The income, property and financial resources of the parties and their capacity to participate in gainful employment.

  1. Mr Dillon is certainly able to participate in gainful employment and is at present. The income, property and resources of each party in this case is beneficial in that each has been in a position to rehouse themselves, or to remain in housing, and without any appreciable ongoing cost. Neither party lives in accommodation encumbered by mortgage.

  2. Whether either party has the care or control of a child under 18, is not relevant.

The commitments of each party to support themselves or any other person or child that they have a duty to maintain.

  1. It was asserted in Mr Dillon’s case that he has an obligation and a commitment to support not only himself but his household, comprising his wife and her two adult children.

  2. The difficulty with that submission, however, is that Mr Dillon has no legal obligation to maintain any of those persons. Mr Dillon’s present wife is perfectly capable of obtaining paid employment and has recently completed a qualification to do so. Mr Dillon’s wife’s evidence is that she wishes to return to [omitted], her country of origin, to undertake what would appear to be charitable or community-based employment and to give back to her community of origin. That is an admirable cause. However, if she were to remain in Australia, she is now qualified as a [omitted] and able to obtain employment as such.

  3. One of the children of the Respondent’s wife is in paid employment; although her evidence was that until he is earning more than $500 net per week that he is not expected to contribute to the household. That is, of course, more than Ms Dillon is earning and yet she is required to maintain herself. Neither party, in any event, has any legal duty to maintain any person other than themselves.

The eligibility of either party to receive a pension or other entitlement, including by way of superannuation.

  1. Ms Dillon is in receipt of Centrelink benefits at present, as well as receiving, by way of Court order, one half of the nett amount (it being the subject of some controversy as to deductions for the benefit of


    Mr Dillon prior the pension payment being split) of the pension received by Mr Dillon from the defined benefit fund.

  2. Mr Dillon receives the remaining half, as well as income from employment as a contractor with [T].

  3. Each of the parties will on retirement be entitled to receive some form of Centrelink, possibly of comparable value; although, as Mr Dillon is married, it may be that his entitlement is reduced or dispensed with. 

  4. Each of the parties, absent any order by this Court, will have a superannuation entitlement, although, Ms Dillon’s will be modest at the very least. Mr Dillon would, on his proposal, otherwise retain the benefit of the some $700 per week, or $1400 per fortnight, from the defined benefit fund in payment phase of which he is a member.

Where the parties have separated, a standard of living that in all the circumstances is reasonable:

  1. Whilst neither party made specific submissions with respect to this factor and although I am very grateful to Counsel and each of them for the submissions that they have made, this would appear to be the substratum of the dispute and issue between these parties.
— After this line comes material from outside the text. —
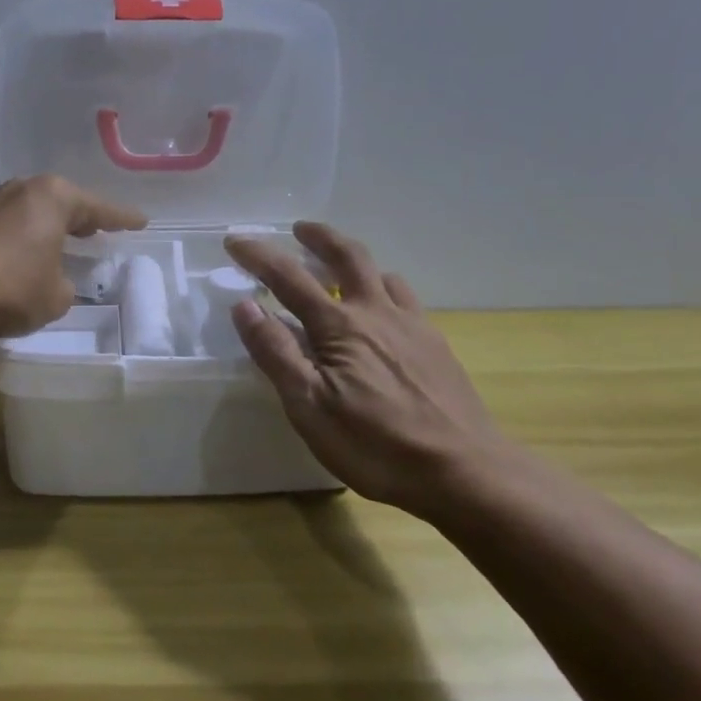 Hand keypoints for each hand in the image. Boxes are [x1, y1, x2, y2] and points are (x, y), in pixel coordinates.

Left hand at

  2. It is often described, and indeed in the explanatory memorandum leading to the introduction of superannuation-splitting provisions within the Family Law Act it was so described, that there is historical and economic disadvantage to a parent within a marriage who has absented themselves from paid employment to make, as Ms Dillon has, the majority homemaker and parent contribution whilst the other parent has continued in paid employment, being, as it were, the breadwinner and accumulating, as it were, the nest egg for retirement.

  3. The standard of living that each of these parties presently maintain is comparable, although it would appear to clearly favour Mr Dillon. He has the benefit not only of financial companionship but emotional companionship, and he has pursued this path to his own advantage. He is entitled to do so and nothing turns upon that. However, Mr Dillon is in a position whereby he has been able to rehouse himself in a perfectly new home, which one would hope is not requiring him any significant maintenance or improvement, with not only a new partner but, in effect, family, and to be able to maintain himself through both wages, earnings and contract payments, as well as that which is received by him from his superannuation pension.

  4. Ms Dillon is not in as fortunate a position, and if orders were made as proposed by Mr Dillon, that would see such a substantial difference in the living circumstances of each of these parties as to represent complete injustice and inequity.

  5. The standard of living that these parties had for thirty one (31) years of their marriage and which they had planned towards was a joint retirement which would be funded by the defined benefit fund and pension that would be received by Mr Dillon.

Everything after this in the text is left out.